TORONTO — Making paid sick days and relief for businesses kick in when regions are placed in certain tiers of Ontario’s pandemic restrictions system could help mitigate a third wave, the top doctor for a COVID-19 hot spot said Tuesday.
Dr. Lawrence Loh, the chief medical officer of health for Peel Region, said resistance to strict public health measures often stems from lack of relief, and that could be addressed in policy.
The province should consider looking at how supports could be part of its restrictions system, he said, suggesting that could help residents better follow pandemic rules.
“If the issue is that you don’t want to do (paid sick leave) on a permanent policy basis, then maybe within a certain zone or within a certain colour, then you actually put that in there. That’s one thing that could be looked at,” Loh said at a discussion hosted by the Ontario Medical Association.
He noted that “a lot of the disquiet among businesses” that have suffered during shutdowns comes from lack of relief, suggesting that could be brought into the framework on a sliding scale based on the level of restrictions for a community.
A spokesman for the Health Ministry said residents could apply for funds available through a federal sick leave policy, and that provincial grants were available to businesses seeking relief.
David Jensen also noted that local medical officers of health can introduce orders to target specific issues in their regions.
The Ontario Medical Association has called on the province to maintain, and in some cases tighten, COVID-19 restrictions in light of more infectious variants spreading in the province.
Association president Dr. Samantha Hill reiterated the group’s concerns about the variants on Tuesday, saying the more contagious strains need to be considered in the province’s pandemic response.
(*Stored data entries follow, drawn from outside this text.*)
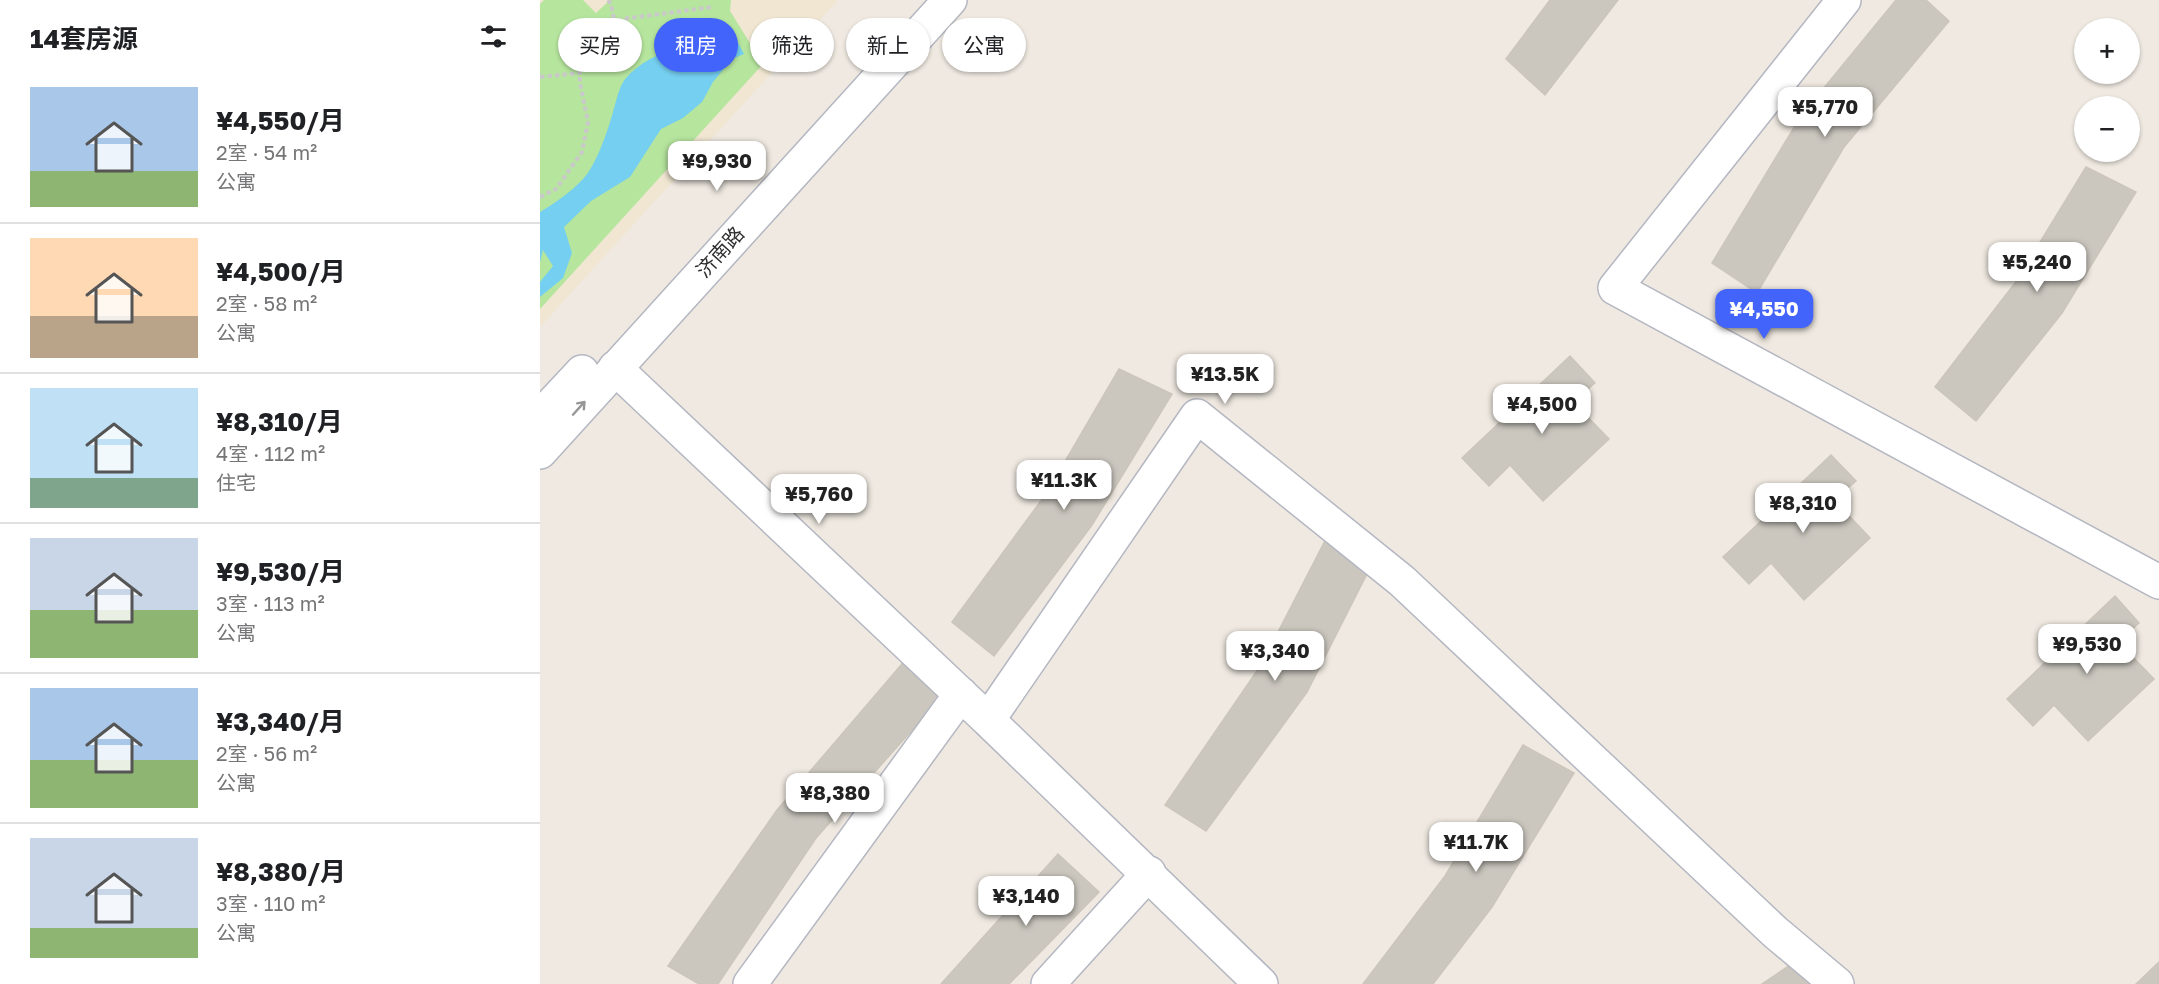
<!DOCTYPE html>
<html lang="zh">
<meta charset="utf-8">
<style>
:root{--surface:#fff;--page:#f2f2f2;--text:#202124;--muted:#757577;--line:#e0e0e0;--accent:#4264fb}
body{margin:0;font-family:"Golos Text","Noto Sans SC",sans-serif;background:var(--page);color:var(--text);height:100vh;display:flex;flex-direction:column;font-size:22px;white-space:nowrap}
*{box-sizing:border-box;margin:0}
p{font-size:20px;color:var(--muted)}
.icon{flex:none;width:33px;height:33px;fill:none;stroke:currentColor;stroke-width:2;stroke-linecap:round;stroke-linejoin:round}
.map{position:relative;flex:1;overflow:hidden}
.details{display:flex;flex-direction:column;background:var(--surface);width:540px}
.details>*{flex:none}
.banner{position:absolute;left:18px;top:18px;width:570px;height:54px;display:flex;gap:12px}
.controls{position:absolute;left:1534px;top:18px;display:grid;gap:12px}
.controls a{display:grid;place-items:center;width:66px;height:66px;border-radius:50%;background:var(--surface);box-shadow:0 2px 4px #0004;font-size:30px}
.price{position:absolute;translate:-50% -51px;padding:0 14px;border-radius:12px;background:#fff;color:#222;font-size:20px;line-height:39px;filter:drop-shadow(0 2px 3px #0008)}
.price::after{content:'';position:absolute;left:50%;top:36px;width:18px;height:14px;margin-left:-9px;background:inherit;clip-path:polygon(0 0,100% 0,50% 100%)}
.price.active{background:var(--accent);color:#fff}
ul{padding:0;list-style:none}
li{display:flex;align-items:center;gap:18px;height:150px;padding:0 30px}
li+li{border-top:2px solid var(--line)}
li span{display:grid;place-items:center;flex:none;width:168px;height:120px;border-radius:0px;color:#555}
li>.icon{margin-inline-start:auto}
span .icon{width:72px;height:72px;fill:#fffc;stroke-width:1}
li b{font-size:26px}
h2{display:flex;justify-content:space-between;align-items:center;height:72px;padding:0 30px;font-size:26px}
.tag{padding:0 21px;border-radius:27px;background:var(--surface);box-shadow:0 2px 4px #0004;font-size:21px;line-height:54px}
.tag.active{background:var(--accent);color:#fff}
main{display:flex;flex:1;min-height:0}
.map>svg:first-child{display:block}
</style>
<main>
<section class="details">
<h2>14套房源<svg class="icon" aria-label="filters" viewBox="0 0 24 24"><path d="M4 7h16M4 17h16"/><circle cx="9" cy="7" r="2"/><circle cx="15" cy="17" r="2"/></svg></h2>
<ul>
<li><span style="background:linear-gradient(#a9c7e8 70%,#8fb573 0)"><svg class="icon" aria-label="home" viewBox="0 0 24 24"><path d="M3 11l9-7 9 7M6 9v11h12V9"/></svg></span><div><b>¥4,550/月</b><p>2室 · 54 m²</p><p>公寓</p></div></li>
<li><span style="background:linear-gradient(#ffd9b3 65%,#b9a48a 0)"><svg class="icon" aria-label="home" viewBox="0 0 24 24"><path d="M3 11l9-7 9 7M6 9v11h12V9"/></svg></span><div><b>¥4,500/月</b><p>2室 · 58 m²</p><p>公寓</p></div></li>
<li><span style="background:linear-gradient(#bfe0f5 75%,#7fa58c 0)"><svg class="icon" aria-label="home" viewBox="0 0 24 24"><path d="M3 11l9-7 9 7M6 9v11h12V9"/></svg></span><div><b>¥8,310/月</b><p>4室 · 112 m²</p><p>住宅</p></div></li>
<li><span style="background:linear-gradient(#c9d6e8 60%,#8fb573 0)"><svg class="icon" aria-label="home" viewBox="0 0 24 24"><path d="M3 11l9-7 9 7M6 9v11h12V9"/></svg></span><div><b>¥9,530/月</b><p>3室 · 113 m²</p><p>公寓</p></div></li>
<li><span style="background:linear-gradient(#a9c7e8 60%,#8fb573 0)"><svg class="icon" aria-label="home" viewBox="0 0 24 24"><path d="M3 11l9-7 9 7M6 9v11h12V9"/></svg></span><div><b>¥3,340/月</b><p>2室 · 56 m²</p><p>公寓</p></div></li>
<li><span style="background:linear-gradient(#c9d6e8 75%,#8fb573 0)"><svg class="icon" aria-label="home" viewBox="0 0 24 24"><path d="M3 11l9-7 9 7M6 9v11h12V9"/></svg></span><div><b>¥8,380/月</b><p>3室 · 110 m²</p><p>公寓</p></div></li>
</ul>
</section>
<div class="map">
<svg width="1619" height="984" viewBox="0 0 1619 984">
<rect width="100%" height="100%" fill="#efe9e1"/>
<path fill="#f0e6d1" d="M0 0H298L0 327Z"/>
<path fill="#b6e59e" d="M4 0H43L56 13 70 0H191L190 11 223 64 0 309V4Z"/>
<path fill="#75cff0" d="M193 33 204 54 192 59 173 82 162 102 143 118 121 129 90 177 51 201 24 227 32 253 23 278 0 297V282L13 266 3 250 0 262V212C15 203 31 192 43 179 56 166 68 130 73 112 76 102 79 86 86 78 114 47 156 45 193 33Z"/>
<path fill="#cbc7bf" stroke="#cbc5ba" stroke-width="1.5" d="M1010 0H1078L1005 95 966 59Z
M1356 0H1386L1409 21 1304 147 1217 293 1172 263 1261 116Z
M1546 167 1596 192 1522 313 1436 421 1395 387 1475 283Z
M1030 356 1055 383 1033 402 1069 439 1003 501 970 465 949 486 922 458Z
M579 369 632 394 552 525 454 656 412 622 506 494Z
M1291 455 1316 481 1294 500 1330 538 1264 600 1231 563 1209 584 1183 557Z
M789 533 836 556 767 692 666 831 625 805 721 665Z
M1575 596 1599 623 1578 642 1614 679 1548 741 1514 705 1493 726 1467 699Z
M367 658 405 693 276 838 178 984H159L128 966 237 810Z
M983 745 1034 773 952 907 893 984H823L905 876Z
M518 854 559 892 469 984H401Z
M1256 961 1273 984H1222Z
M1619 962V984H1596Z"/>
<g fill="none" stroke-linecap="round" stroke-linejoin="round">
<g stroke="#b4b7c1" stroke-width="36">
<path id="street" d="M1304 0 1075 288 1619 582
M75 368 448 720
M210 984 421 694
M508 984 609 873
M721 984 448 720 657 416 862 581 1235 932 1297 984"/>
</g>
<g stroke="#b4b7c1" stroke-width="36">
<path id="secondary" d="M0 417 42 372
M0 452 410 0"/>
</g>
<path stroke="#c9c9c9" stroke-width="4" stroke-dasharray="4.5 3" stroke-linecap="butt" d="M68 0 71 4 75 24
M0 77 40 73
M0 197 16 189 42 152 48 122 40 83V63L66 31 82 19 173 7"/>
<use href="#street" stroke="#fff" stroke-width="33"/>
<use href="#secondary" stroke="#fff" stroke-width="33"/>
</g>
<defs><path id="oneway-shaft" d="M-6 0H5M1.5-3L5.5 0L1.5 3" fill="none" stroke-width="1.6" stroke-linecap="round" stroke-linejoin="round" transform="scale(1.5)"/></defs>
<use stroke="#969696" href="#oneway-shaft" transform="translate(39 408) rotate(-48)"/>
<g text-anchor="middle" stroke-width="5" stroke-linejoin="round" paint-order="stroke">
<g font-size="20" fill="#2e2e2e" stroke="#fff">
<text transform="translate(180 252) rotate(-48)" y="7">济南路</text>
</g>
</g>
</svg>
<div class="controls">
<a>+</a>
<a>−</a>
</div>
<b class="price" style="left:1285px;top:138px">¥5,770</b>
<b class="price" style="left:177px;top:192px">¥9,930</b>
<b class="price" style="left:1497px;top:293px">¥5,240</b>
<b class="price active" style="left:1224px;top:340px">¥4,550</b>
<b class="price" style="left:685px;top:405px">¥13.5K</b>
<b class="price" style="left:1002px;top:435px">¥4,500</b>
<b class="price" style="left:524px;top:511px">¥11.3K</b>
<b class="price" style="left:279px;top:525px">¥5,760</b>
<b class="price" style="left:1263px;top:534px">¥8,310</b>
<b class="price" style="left:1547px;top:675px">¥9,530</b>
<b class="price" style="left:735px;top:682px">¥3,340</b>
<b class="price" style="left:295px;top:824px">¥8,380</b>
<b class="price" style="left:936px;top:873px">¥11.7K</b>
<b class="price" style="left:486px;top:927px">¥3,140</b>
<div class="banner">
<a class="tag">买房</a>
<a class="tag active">租房</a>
<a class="tag">筛选</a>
<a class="tag">新上</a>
<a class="tag">公寓</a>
</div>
</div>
</main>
“The government framework developed last fall was for the original strain. It does not reflect the new variants which … are more infectious, and that’s a concern,” Hill said.
The group representing physicians has recommended banning indoor restaurant dining and other non-masked indoor activities for regions in the red tier of the province’s pandemic system.
Loh and his counterpart in Toronto sought to extend strict shutdown measures and a stay-at-home order for their regions last week, arguing the spread of variants and recent reopening of schools made it too risky to ease restrictions.
The province granted their request, extending the strictest measures for those two regions, as well as North Bay, Ont., until March 8.
The COVID-19 hot spot of York Region, however, saw restrictions ease as it was moved to the red, or second-strictest, tier of the province’s pandemic response system.
York’s top doctor had sought the loosening of measures, saying his region was not seeing “explosive growth” of variants that were first detected in December.
Dr. Karim Kurji said last week that there was a “reasonable handle” on variant cases, and argued that strong measures needed to be balanced with economic and mental wellbeing.
The province’s economic reopening began earlier this month. The government has said, however, that it has created an “emergency brake” measure that allows it to swiftly move regions into lockdown if cases spike.
On Tuesday, the Opposition called for the Progressive Conservative government to clearly define what would trigger the use of that brake measure.
NDP Leader Andrea Horwath said the government loosened public health restrictions too soon, without a clearly defined plan.
Liberal Leader Steven Del Duca and Green party Leader Mike Schreiner also expressed confusion over the parameters of the measure.
Health Minister Christine Elliott said the measure considers a public health unit’s increase in case numbers, variants of concern and health system capacity.
She argued the brake was used when the province decided last week to keep Toronto, Peel Region and North Bay under the stay-at-home order for two more weeks.
Horwath called that explanation “troubling.”
“It sounds like they’re just making it up as they go along,” she told reporters.
“All they’re relying on is this emergency brake, but they can’t describe what that is and when it will be utilized. That’s really, really troubling.”
Ontario reported 975 new cases of COVID-19 on Tuesday and 12 more deaths from the virus.